§ **Task to carry out**: Please reproduce every record, keeping each one exactly as written.

§ **Material for this task**:
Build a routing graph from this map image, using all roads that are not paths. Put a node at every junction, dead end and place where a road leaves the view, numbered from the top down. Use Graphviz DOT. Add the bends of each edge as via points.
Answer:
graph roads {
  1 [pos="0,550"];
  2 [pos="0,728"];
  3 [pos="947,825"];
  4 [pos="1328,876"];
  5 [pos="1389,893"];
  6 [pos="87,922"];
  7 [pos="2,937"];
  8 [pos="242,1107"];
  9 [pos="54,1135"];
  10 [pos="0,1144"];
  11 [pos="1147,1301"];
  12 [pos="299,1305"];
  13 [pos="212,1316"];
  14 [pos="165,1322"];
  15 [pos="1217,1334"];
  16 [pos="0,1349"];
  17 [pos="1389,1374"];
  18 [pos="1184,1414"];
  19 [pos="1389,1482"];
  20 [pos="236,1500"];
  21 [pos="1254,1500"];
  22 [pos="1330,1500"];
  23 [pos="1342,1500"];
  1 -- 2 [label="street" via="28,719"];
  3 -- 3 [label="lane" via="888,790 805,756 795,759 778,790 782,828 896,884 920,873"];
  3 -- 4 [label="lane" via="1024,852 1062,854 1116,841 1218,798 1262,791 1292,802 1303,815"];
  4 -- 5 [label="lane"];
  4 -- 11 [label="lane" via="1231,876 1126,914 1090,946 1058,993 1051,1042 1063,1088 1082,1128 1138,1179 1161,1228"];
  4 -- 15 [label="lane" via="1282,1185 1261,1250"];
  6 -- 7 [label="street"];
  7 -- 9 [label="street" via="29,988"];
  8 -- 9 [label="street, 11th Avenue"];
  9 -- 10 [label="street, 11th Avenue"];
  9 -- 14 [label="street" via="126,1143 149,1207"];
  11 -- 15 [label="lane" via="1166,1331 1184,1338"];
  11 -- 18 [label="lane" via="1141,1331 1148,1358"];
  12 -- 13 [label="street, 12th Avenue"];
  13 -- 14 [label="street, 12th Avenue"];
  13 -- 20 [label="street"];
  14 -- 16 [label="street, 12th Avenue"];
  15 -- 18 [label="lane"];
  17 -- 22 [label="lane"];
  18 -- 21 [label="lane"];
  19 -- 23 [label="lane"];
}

§ **Result**:
Build a routing graph from this map image, using all roads that are not paths. Put a node at every junction, dead end and place where a road leaves the view, numbered from the top down. Use Graphviz DOT. Add the bends of each edge as via points.
Answer:
graph roads {
  1 [pos="0,550"];
  2 [pos="0,728"];
  3 [pos="947,825"];
  4 [pos="1328,876"];
  5 [pos="1389,893"];
  6 [pos="87,922"];
  7 [pos="2,937"];
  8 [pos="242,1107"];
  9 [pos="54,1135"];
  10 [pos="0,1144"];
  11 [pos="1147,1301"];
  12 [pos="299,1305"];
  13 [pos="212,1316"];
  14 [pos="165,1322"];
  15 [pos="1217,1334"];
  16 [pos="0,1349"];
  17 [pos="1389,1374"];
  18 [pos="1184,1414"];
  19 [pos="1389,1482"];
  20 [pos="236,1500"];
  21 [pos="1254,1500"];
  22 [pos="1330,1500"];
  23 [pos="1342,1500"];
  1 -- 2 [label="street" via="28,719"];
  3 -- 3 [label="lane" via="888,790 805,756 795,759 778,790 782,828 896,884 920,873"];
  3 -- 4 [label="lane" via="1024,852 1062,854 1116,841 1218,798 1262,791 1292,802 1303,815"];
  4 -- 5 [label="lane"];
  4 -- 11 [label="lane" via="1231,876 1126,914 1090,946 1058,993 1051,1042 1063,1088 1082,1128 1138,1179 1161,1228"];
  4 -- 15 [label="lane" via="1282,1185 1261,1250"];
  6 -- 7 [label="street"];
  7 -- 9 [label="street" via="29,988"];
  8 -- 9 [label="street, 11th Avenue"];
  9 -- 10 [label="street, 11th Avenue"];
  9 -- 14 [label="street" via="126,1143 149,1207"];
  11 -- 15 [label="lane" via="1166,1331 1184,1338"];
  11 -- 18 [label="lane" via="1141,1331 1148,1358"];
  12 -- 13 [label="street, 12th Avenue"];
  13 -- 14 [label="street, 12th Avenue"];
  13 -- 20 [label="street"];
  14 -- 16 [label="street, 12th Avenue"];
  15 -- 18 [label="lane"];
  17 -- 22 [label="lane"];
  18 -- 21 [label="lane"];
  19 -- 23 [label="lane"];
}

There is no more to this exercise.